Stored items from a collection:
>>>

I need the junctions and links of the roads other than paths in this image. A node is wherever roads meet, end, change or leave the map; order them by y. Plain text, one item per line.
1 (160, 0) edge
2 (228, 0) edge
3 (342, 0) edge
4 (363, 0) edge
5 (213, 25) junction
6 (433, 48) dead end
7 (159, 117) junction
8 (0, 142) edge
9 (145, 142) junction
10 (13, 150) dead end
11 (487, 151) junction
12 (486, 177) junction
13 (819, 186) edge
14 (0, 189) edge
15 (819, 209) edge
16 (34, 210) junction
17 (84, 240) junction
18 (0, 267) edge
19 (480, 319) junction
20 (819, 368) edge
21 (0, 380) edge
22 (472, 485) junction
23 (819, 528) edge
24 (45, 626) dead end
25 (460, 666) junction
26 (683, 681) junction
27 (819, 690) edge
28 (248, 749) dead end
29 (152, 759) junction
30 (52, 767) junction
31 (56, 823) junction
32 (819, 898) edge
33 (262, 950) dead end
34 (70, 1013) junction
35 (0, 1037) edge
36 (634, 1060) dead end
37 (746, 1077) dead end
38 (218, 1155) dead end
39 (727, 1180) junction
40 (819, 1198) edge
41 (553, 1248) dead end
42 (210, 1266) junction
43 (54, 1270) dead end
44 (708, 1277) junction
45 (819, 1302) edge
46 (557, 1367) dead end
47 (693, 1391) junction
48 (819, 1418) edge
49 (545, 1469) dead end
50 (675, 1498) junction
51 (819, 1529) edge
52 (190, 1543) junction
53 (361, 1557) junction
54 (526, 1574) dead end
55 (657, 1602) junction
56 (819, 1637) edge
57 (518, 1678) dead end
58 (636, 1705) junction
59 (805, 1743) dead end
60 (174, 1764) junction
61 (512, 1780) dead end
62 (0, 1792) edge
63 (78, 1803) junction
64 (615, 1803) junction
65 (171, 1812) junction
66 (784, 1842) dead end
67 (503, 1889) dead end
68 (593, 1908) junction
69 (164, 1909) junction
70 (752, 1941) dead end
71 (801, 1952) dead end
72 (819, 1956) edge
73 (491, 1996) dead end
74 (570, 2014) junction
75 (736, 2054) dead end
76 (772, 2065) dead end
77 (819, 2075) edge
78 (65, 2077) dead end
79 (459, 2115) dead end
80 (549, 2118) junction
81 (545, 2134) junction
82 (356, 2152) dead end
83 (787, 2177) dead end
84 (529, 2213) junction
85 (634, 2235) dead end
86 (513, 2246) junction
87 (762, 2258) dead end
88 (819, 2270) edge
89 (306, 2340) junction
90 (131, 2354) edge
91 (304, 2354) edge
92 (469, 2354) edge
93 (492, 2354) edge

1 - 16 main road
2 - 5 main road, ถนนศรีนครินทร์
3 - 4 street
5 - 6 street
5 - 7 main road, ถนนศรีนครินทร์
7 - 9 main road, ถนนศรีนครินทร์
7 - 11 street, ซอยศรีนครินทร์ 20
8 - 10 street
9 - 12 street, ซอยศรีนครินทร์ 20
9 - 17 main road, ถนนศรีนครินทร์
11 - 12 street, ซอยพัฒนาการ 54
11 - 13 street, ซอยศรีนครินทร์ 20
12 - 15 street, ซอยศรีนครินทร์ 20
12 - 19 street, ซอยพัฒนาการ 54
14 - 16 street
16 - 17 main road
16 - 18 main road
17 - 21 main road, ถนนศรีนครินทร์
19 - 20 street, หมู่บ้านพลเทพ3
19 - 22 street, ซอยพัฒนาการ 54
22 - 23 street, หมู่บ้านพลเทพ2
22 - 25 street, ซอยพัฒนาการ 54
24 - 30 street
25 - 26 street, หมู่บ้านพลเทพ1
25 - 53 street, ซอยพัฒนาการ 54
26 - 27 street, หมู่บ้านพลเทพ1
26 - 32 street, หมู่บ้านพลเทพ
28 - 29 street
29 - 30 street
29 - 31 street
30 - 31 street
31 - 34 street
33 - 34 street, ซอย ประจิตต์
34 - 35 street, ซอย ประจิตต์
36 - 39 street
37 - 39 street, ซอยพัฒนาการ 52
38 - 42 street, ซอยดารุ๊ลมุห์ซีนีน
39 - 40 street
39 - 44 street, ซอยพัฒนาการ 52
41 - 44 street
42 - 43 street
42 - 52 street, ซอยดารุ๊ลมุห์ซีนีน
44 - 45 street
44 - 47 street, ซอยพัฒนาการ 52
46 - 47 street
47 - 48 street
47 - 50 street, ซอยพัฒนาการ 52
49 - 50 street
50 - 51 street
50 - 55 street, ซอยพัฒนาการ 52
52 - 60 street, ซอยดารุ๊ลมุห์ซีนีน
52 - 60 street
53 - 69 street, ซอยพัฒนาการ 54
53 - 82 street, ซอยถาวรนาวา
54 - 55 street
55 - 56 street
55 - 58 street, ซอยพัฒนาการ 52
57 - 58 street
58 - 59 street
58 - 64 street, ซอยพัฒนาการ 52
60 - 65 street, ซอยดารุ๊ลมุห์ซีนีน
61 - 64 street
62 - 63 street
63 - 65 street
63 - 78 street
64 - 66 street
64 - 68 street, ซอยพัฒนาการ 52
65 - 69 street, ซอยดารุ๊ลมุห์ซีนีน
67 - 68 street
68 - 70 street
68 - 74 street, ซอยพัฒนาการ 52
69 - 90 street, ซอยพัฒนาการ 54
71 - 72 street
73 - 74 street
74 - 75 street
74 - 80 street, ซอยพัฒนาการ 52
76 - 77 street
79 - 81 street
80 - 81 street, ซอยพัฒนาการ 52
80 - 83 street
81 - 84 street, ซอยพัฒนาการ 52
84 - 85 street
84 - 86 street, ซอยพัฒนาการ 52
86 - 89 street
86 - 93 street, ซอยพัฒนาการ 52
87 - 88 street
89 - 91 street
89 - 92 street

<<<

**EXERCISE DIRECTIONS:** The word "ซอยศร" appears in some lines above. Return every one of those lines.

**WRITTEN ANSWER:**
7 - 11 street, ซอยศรีนครินทร์ 20
9 - 12 street, ซอยศรีนครินทร์ 20
11 - 13 street, ซอยศรีนครินทร์ 20
12 - 15 street, ซอยศรีนครินทร์ 20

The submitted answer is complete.